И вдруг случилось нечто такое, что, казалось, приблизило дальние берега на моем горизонте.
В утреннем выпуске одной из газет я прочитал сообщение, занимавшее половину страницы, в котором говорилось о грядущем праздновании «Недели Федерико Гарсиа Лорки». Фотография писателя в черном пиджаке и галстуке-бабочке была помещена вверху объявления, а внизу шла информация о «круглых столах», театральных постановках, выставках и вечерах поэзии, конференциях и официальных чествованиях, составлявших костяк всего того, что было организовано городской управой. Текст объявления сулил огромный размах предстоящих мероприятий, и я подумал, что если есть на свете человек, который сможет выслушать меня и поверить в мою историю, то он наверняка будет присутствовать на этих чтениях, которые должны вот-вот состояться.
Мне хотелось получить побольше информации, чем содержалось в газете – а ее я прочитал от начала до конца много раз – и на больших разноцветных плакатах, которыми были оклеены стены домов на улицах, ведущих к мэрии.
Консьерж в мэрии сказал мне, что в данный момент в здании находится единственный человек из организационного комитета «Недели», это профессор литературы, специалист по творчеству Лорки, назначенный на свой пост самим мэром, и что его кабинет на втором этаже. Я приготовился к встрече с еще одним чиновником-всезнайкой, но когда секретарша приняла меня и провела в его кабинет, я был удивлен: за столом, напоминавшим плотницкий верстак, сидел молодой человек небольшого роста, напоминавший ученика, в наказание оставленного после уроков. Не знаю, потому ли, что я уже пообтерся, разговаривая с разными людьми, или потому, что природная застенчивость мешала ему держаться с самоуверенностью тех умников, с которыми я встречался раньше, но факт остается фактом: на этот раз не я был тот, кто сидел и молча слушая. Я постарался воспользоваться ситуацией, чтобы узнать как можно больше. Словно читая лекцию, он изложил мне все, что касалось планируемых мероприятий, и кроме того, выдал мне бюллетень, где все было расписано самым подробным образом. Я искренне поблагодарил его. Он показался мне человеком сведущим и, кроме того, энтузиастом своего дела, и я так ему и сказал. Моя скромная похвала была ему приятна, его напряжение постепенно спало, во всяком случае, настолько, что он доверительно сообщил мне, как он нервничает из-за той огромной ответственности, которую налагает на него проведение подобных общественных мероприятий, – на него, до недавнего времени занимавшегося только книгами и лекциями. Я ободрил его, и, почувствовав искорку взаимного доверия, вспыхнувшую между нами, решил задать вопрос, который вертелся у меня в голове долгое время.
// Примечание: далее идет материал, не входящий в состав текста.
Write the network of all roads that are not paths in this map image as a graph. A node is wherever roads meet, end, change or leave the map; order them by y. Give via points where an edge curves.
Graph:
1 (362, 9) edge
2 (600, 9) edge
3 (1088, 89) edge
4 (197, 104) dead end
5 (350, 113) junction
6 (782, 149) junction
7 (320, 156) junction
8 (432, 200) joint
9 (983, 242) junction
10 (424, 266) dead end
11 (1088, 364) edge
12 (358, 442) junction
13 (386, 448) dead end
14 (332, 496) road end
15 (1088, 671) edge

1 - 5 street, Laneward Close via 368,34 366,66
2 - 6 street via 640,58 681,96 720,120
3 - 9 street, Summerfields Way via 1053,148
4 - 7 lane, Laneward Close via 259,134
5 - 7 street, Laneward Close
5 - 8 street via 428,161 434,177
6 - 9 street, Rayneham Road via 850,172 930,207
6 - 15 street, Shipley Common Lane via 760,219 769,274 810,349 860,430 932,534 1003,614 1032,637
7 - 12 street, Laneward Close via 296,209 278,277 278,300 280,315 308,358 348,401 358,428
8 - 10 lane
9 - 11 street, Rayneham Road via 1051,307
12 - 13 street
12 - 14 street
Всякий раз, когда я задавал его во время предыдущих встреч, те, с кем я разговаривал, делали удивленное лицо, как будто я спрашивал у них, верно ли, что дважды два четыре, и хочу, чтобы они мне объяснили, почему. На самом деле мой вопрос был гораздо проще. Я хотел знать, существуют ли какие-нибудь доказательства смерти Лорки, доказательства несомненные и конкретные, те, которые можно потрогать руками. Не доказательства его ареста или расстрела, а доказательства его физической смерти. Молодой человек выдал мне целую научную лекцию со множеством подробностей. Я поблагодарил его за то, что он так любезен, но единственный вывод, который я сделал для себя, был такой: человека, который мог бы подтвердить, что он лично видел писателя мертвым, не существует.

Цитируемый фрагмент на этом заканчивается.